(Data listing Opens)

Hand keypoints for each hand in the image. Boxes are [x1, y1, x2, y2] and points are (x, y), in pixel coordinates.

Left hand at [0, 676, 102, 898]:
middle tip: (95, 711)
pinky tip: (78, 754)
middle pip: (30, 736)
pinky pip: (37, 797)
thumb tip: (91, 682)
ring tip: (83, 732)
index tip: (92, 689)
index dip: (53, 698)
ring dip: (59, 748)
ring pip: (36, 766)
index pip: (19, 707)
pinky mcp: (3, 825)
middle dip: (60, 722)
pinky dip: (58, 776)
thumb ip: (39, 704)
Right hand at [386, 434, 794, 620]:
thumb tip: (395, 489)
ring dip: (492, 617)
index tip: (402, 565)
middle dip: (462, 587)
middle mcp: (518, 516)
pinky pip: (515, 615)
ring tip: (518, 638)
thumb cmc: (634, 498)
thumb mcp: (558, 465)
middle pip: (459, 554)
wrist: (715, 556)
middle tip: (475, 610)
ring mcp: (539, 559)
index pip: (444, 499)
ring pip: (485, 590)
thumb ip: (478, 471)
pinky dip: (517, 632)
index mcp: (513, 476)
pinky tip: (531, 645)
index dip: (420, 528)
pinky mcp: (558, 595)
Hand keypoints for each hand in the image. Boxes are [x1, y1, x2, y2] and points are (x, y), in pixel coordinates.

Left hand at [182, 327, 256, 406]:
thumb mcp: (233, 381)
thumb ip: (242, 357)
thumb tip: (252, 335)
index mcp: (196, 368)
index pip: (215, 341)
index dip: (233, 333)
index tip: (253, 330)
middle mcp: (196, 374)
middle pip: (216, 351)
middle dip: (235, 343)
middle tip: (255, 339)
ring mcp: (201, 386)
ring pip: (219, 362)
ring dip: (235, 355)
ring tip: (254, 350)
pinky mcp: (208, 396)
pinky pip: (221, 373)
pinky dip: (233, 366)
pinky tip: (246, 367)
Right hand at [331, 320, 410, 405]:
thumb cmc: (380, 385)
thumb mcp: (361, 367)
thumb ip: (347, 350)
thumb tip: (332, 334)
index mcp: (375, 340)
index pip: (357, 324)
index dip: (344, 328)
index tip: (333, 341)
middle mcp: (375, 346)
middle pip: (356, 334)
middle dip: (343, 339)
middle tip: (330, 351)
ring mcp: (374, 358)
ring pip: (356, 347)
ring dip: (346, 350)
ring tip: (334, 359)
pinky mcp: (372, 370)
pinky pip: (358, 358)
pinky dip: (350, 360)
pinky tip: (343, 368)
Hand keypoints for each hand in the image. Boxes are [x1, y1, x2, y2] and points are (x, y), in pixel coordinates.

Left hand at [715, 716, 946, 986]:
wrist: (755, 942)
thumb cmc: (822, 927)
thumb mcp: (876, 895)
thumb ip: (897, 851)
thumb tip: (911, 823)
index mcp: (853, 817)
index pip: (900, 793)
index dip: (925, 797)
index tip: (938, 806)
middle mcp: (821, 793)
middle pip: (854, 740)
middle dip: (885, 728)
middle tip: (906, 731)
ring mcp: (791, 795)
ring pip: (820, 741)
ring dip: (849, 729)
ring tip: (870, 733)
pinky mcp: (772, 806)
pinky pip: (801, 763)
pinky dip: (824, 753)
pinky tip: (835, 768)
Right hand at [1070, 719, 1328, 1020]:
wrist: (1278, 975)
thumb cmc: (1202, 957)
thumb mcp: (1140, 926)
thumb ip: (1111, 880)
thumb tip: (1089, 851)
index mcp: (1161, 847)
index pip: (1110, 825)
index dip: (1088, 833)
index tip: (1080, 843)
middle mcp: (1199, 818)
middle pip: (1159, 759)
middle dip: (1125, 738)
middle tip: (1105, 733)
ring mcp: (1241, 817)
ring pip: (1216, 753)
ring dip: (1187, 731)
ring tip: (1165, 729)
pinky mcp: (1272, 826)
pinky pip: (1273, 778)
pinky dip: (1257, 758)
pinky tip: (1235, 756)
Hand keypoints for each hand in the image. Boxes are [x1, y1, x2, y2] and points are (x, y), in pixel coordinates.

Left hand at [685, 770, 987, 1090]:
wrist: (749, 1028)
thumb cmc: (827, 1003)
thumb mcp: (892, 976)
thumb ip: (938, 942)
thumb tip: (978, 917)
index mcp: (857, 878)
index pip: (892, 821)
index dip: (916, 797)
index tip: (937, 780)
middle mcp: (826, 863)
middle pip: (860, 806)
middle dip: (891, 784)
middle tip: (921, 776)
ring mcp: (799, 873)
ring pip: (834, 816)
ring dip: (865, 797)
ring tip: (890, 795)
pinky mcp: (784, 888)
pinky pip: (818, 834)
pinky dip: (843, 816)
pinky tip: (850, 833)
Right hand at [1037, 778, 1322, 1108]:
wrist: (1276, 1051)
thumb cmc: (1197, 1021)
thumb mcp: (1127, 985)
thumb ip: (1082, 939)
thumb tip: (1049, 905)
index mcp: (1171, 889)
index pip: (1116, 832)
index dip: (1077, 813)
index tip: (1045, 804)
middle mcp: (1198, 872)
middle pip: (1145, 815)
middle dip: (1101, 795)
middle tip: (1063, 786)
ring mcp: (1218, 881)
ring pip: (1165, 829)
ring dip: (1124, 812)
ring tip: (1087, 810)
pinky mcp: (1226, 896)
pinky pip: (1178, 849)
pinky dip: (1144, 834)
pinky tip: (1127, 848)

(Data listing Closes)

» **Try it**:
Among the entries, find each line that includes the string "Left" and copy it.

» **Answer**:
Left hand at [0, 676, 102, 898]:
Left hand at [182, 327, 256, 406]:
Left hand at [715, 716, 946, 986]:
Left hand at [685, 770, 987, 1090]:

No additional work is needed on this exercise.